Shrinking Your Boat, or Not
28 November 2012 | Boston, MA
I recently shared this picture with my mom. She said she had trouble explaining to her friends (at bingo of course) that her daughter lived on a boat in the winter - and that the boat was shrinkwrapped. She called back to say her friends wondered why some boats were wrapped in white shrinkwrap and we used clear wrap - what's the difference. For all you folks in warm climates, you can stop reading now and pick up your fresh coconut juice - sooo jealous. If you plan to winter in the north - read on.
Shrinkwrap comes in three colors - blue, white and clear. White shrinkwrap is used more for boats in storage or in the southern climates to reflect heat and keep covered boats cooler. There are some folks that live under white shrink here in the north. White shrink is a lot cheaper than clear. Clear shrinkwrap is used on most liveaboard boats in the north. There are also folks that don't wrap at all. These folks sail their boat in the winter (what hearty souls), or feel the wrap is pretty wasteful (despite the recycling bags), or they just don't want to spend the $300-400 (it you do it yourself) or $1000 (if you have someone else do it) for a few months of winter - in our dreams.
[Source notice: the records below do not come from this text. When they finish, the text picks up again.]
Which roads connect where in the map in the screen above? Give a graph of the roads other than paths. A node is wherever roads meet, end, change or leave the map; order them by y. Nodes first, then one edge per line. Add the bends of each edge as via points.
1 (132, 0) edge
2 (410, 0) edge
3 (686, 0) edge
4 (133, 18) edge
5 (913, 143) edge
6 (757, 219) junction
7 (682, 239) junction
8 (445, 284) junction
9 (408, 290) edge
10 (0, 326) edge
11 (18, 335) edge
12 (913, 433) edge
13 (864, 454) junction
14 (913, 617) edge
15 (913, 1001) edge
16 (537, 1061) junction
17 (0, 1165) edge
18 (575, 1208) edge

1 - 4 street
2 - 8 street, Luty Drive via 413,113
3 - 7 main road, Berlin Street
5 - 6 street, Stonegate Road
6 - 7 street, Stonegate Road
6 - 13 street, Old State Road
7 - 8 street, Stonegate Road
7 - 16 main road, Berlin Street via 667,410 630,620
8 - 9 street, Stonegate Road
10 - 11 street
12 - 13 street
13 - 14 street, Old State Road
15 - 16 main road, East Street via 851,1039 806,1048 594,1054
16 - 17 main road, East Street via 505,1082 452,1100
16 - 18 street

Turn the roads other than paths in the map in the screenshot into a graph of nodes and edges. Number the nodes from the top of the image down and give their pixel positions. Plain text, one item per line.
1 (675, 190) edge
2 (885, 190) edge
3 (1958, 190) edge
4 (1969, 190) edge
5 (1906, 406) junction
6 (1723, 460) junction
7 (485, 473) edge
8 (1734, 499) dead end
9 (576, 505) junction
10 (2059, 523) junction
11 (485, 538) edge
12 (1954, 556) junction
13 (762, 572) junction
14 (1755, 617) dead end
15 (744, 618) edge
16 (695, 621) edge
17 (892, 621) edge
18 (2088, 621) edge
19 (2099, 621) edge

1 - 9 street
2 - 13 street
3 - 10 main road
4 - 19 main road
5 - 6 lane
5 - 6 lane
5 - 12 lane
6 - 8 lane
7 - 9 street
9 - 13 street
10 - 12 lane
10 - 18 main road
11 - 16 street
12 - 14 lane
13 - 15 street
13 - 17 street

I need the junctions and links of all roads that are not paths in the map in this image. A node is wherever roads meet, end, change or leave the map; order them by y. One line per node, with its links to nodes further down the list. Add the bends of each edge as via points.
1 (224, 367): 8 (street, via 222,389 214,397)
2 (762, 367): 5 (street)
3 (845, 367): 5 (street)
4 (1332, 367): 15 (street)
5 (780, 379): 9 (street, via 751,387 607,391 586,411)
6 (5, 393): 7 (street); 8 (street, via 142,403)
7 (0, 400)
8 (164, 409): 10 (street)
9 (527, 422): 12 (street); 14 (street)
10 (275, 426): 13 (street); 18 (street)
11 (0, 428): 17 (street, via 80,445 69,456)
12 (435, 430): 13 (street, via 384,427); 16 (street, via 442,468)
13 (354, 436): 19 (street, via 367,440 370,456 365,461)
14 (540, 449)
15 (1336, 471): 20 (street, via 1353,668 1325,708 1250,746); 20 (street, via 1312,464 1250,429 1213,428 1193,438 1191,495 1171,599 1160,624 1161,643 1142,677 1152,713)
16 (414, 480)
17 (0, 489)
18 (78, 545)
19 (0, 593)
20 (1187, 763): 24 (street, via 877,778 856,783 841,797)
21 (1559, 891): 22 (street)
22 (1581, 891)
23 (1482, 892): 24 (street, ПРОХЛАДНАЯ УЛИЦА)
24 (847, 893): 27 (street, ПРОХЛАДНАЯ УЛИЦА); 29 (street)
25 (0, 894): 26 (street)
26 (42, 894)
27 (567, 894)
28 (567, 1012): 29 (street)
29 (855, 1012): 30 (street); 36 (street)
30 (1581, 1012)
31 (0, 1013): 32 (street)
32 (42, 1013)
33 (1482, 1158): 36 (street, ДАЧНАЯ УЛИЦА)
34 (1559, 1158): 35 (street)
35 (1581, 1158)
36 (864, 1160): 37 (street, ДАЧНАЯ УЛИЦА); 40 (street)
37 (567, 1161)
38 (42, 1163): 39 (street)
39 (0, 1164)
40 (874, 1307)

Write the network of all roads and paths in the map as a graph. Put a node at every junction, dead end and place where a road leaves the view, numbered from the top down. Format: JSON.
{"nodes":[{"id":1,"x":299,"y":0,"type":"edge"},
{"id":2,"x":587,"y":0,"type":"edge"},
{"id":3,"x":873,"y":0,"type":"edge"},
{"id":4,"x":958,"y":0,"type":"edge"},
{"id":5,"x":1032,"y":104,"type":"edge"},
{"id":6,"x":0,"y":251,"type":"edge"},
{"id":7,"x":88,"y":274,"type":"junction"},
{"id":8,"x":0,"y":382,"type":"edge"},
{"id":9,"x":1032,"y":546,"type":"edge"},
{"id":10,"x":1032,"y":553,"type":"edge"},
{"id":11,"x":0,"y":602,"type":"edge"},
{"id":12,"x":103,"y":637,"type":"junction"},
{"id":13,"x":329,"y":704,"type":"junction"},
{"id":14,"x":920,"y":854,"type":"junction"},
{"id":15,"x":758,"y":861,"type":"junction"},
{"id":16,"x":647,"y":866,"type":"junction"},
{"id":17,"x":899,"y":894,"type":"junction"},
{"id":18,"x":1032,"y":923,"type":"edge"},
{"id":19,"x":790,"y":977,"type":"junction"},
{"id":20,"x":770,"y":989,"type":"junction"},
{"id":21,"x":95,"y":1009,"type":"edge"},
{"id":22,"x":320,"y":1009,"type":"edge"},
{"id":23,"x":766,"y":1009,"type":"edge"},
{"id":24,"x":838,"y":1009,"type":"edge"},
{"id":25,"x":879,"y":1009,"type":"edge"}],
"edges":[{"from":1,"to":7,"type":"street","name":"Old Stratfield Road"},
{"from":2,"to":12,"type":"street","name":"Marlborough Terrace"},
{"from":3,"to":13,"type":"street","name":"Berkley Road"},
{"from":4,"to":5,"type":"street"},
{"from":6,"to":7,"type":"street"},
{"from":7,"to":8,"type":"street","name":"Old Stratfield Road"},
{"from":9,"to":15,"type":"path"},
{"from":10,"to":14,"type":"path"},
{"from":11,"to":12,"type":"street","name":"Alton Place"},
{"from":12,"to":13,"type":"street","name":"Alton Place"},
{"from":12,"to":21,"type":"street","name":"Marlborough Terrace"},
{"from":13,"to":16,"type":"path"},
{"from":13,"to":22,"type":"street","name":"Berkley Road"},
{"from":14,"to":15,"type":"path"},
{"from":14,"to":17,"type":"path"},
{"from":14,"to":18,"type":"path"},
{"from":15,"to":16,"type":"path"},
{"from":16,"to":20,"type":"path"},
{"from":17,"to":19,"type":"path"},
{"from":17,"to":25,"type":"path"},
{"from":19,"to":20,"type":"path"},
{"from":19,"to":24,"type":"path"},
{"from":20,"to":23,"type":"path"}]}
We have chosen to wrap for two reasons. The shrink absorbs a lot of heat and makes your boat a giant greenhouse. One day this week our boat actually hit 70 degrees inside the cockpit - ah creating summer however we can. The shrink also helps keep the snow off the decks and keeps down the dampness inside the boat (also we still buy a dehumidifier). The best way to think about shrinkwrap is that it is three days of really hard work to get it done, but provides great joy come spring in the 15-20 minutes it will take us to cut it all off.